Éric MARQUER, Art de penser et art de parler – Politique et poétique du langage dans la philosophie moderne, Paris, Classiques Garnier, 2019, coll. « Les Anciens et les Modernes – Études de philosophie », 552 p.

Voici un livre de grande envergure à bien des égards.

Selon les termes de sa conclusion, il présente une « histoire des théories du langage dans la philosophie moderne » (p. 503), à distinguer d’une « histoire de la philosophie du langage ». Ceci à partir de trois pôles : celui du pouvoir de la parole, centré sur Hobbes ; celui du sens et de l’usage des mots, avec Locke au premier plan ; celui enfin des tropes et du langage de l’imagination, qui aborde quant à lui Du Marsais, Vico, Condillac, Rousseau et Hume. La même conclusion indique l’origine et l’ambition de cette enquête sur le « statut du signe à l’âge classique » (Ibid.). L’origine : si Éric Marquer reconnaît dans Les mots et les choses la source de son ouvrage, la filiation ne s’arrête pas là, puisque le texte de Borges où Michel Foucault trouvait le « lieu de naissance » de sa propre somme est comme on le sait un texte de 1952 sur John Wilkins (« El idioma analitico de John Wilkins » in Otras inquisiciones), à savoir sur l’auteur de l’Essay Towards a Real Character and a Philosophical Language publié à Londres en 1668, auquel est consacrée une section de la seconde partie d’Art de penser et art de parler (« La grammaire naturelle de John Wilkins », p. 265-280). C’est déjà suggérer l’ambition du travail : revenir sur cet « âge classique » mobilisé dès l’Histoire de la folie, afin d’en préciser les inflexions internes, par sollicitation d’autres corpus et d’autres veines que ceux que convoquait Foucault. Ainsi, là où ce dernier procédait à une « survalorisation de la tradition française et du modèle cartésien » (p. 455), Éric Marquer adopte une perspective beaucoup plus comparatiste. Ce n’est certes pas la première fois qu’on insiste sur la « dimension européenne de la philosophie moderne » (p. 506), ni même sur la place au sein de cette dernière de la « philosophie empiriste de langue anglaise » (p. 507), mais le propos se resserre adroitement ici sur le langage, et sur l’impact que l’empirisme britannique a pu avoir sur ses théories.
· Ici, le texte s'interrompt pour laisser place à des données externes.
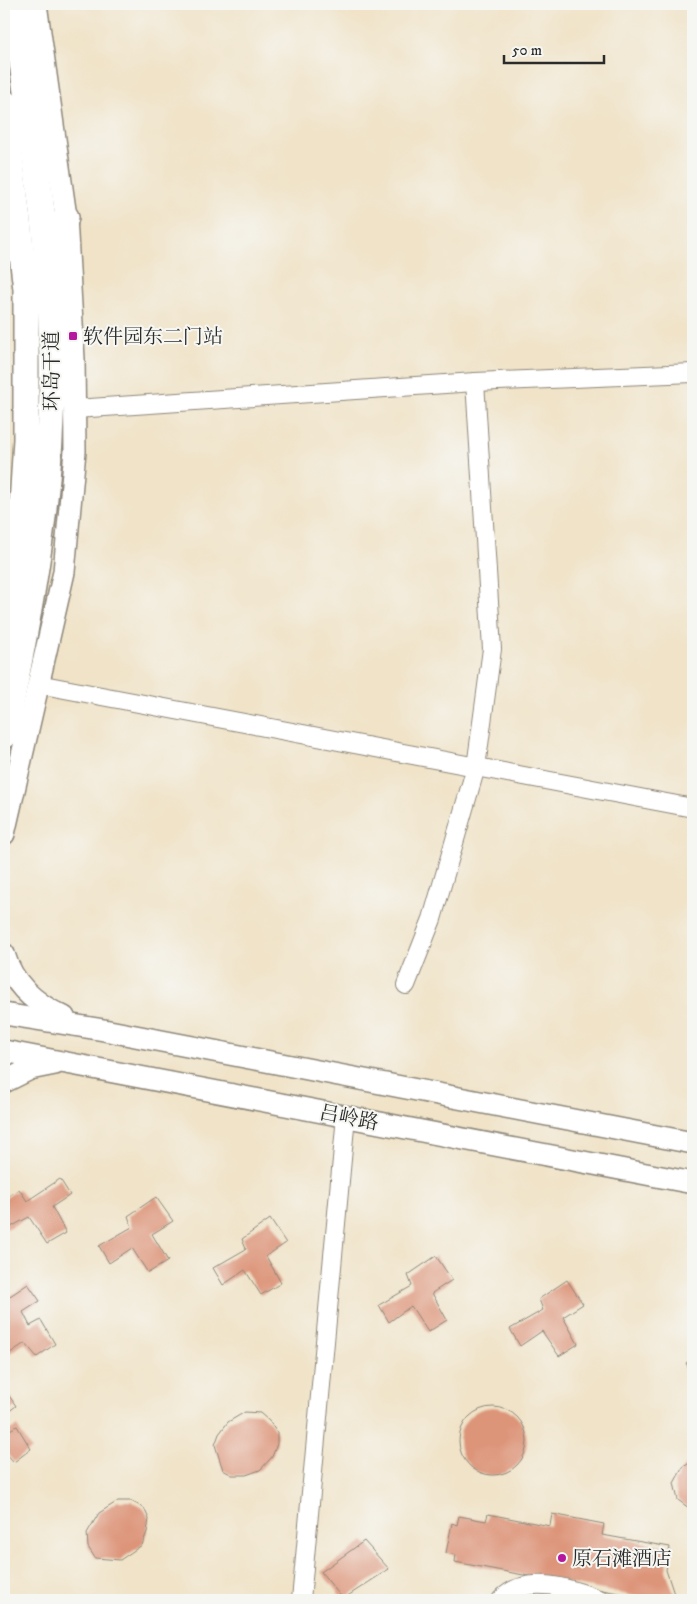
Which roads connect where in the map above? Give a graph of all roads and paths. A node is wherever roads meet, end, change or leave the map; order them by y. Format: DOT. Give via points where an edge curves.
graph roads {
  1 [pos="14,4"];
  2 [pos="36,4"];
  3 [pos="4,102"];
  4 [pos="66,218"];
  5 [pos="4,226"];
  6 [pos="38,285"];
  7 [pos="693,373"];
  8 [pos="476,382"];
  9 [pos="75,409"];
  10 [pos="4,644"];
  11 [pos="38,684"];
  12 [pos="4,736"];
  13 [pos="476,767"];
  14 [pos="693,808"];
  15 [pos="4,834"];
  16 [pos="4,954"];
  17 [pos="406,985"];
  18 [pos="4,1014"];
  19 [pos="104,1030"];
  20 [pos="4,1051"];
  21 [pos="65,1062"];
  22 [pos="4,1082"];
  23 [pos="346,1116"];
  24 [pos="693,1143"];
  25 [pos="693,1183"];
  26 [pos="301,1600"];
  27 [pos="502,1600"];
  28 [pos="601,1600"];
  1 -- 6 [label="highway, 环岛干道"];
  2 -- 4 [label="main road"];
  3 -- 6 [label="highway, 环岛干道"];
  4 -- 6 [label="highway"];
  4 -- 9 [label="main road"];
  5 -- 6 [label="highway"];
  6 -- 10 [label="highway, 环岛干道" via="20,539"];
  6 -- 12 [label="highway, 环岛干道" via="52,358 50,439 40,550"];
  7 -- 8 [label="street"];
  8 -- 9 [label="street"];
  8 -- 13 [label="street" via="492,649"];
  9 -- 11 [label="main road" via="75,450 64,572"];
  11 -- 13 [label="street"];
  11 -- 15 [label="main road"];
  13 -- 14 [label="street"];
  13 -- 17 [label="street" via="432,919"];
  16 -- 19 [label="main road" via="11,972 38,1004 62,1017"];
  18 -- 19 [label="main road, 吕岭路"];
  19 -- 24 [label="main road, 吕岭路"];
  20 -- 21 [label="main road, 吕岭路"];
  21 -- 22 [label="main road" via="30,1069"];
  21 -- 23 [label="main road, 吕岭路"];
  23 -- 25 [label="main road, 吕岭路"];
  23 -- 26 [label="street"];
  27 -- 28 [label="street" via="507,1594 531,1584 556,1586"];
}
Au centre de cette revalorisation, l’Essai sur l’entendement humain de Locke, absent des Mots et les choses, ce alors que l’une de ses tâches principales est de « défaire le rapport des mots et des choses » (p. 248), et dont du coup est mis en évidence le rôle dans une histoire qui va des conceptions port-royalistes à celles de Du Marsais, Condillac ou Rousseau, ce par relais de lectures : « Locke, lecteur de Port-Royal ; Condillac et Rousseau, lecteurs de Locke et de Port-Royal, commenté par Duclos » (p. 455). Le tout pour porter un regard nouveau sur la constitution des Lumières françaises, et plus largement, et dans leur prolongement, revisiter l’épistémè de l’« âge classique ». Éric Marquer sait se montrer prudent en la matière : « Cela n’autorise certainement pas à parler de changement d’épistémè » (p. 455). Mais la tentation pourrait être forte, puisqu’on observe à l’intérieur de la période elle-même, d’un siècle à l’autre et de Descartes à Condillac, des changements qui « sont certainement aussi importants que ceux qui caractérisent le passage de la Renaissance à l’âge classique, ou […] de la ressemblance à la représentation » (p. 456). En substance, au « cercle des mots et des idées » vient ainsi se substituer le « cercle théorique du langage et des mœurs » (Ibid.), qui implique désormais, pour rendre compte de l’histoire du langage, de considérer de nouveaux éléments tels que le climat, le gouvernement, les mutations et vicissitudes historiques. Finalement, on peut dire que « la notion d’épistémè gomme l’analyse des transformations du problème du langage à l’intérieur de l’âge classique, au sens large » (p. 305).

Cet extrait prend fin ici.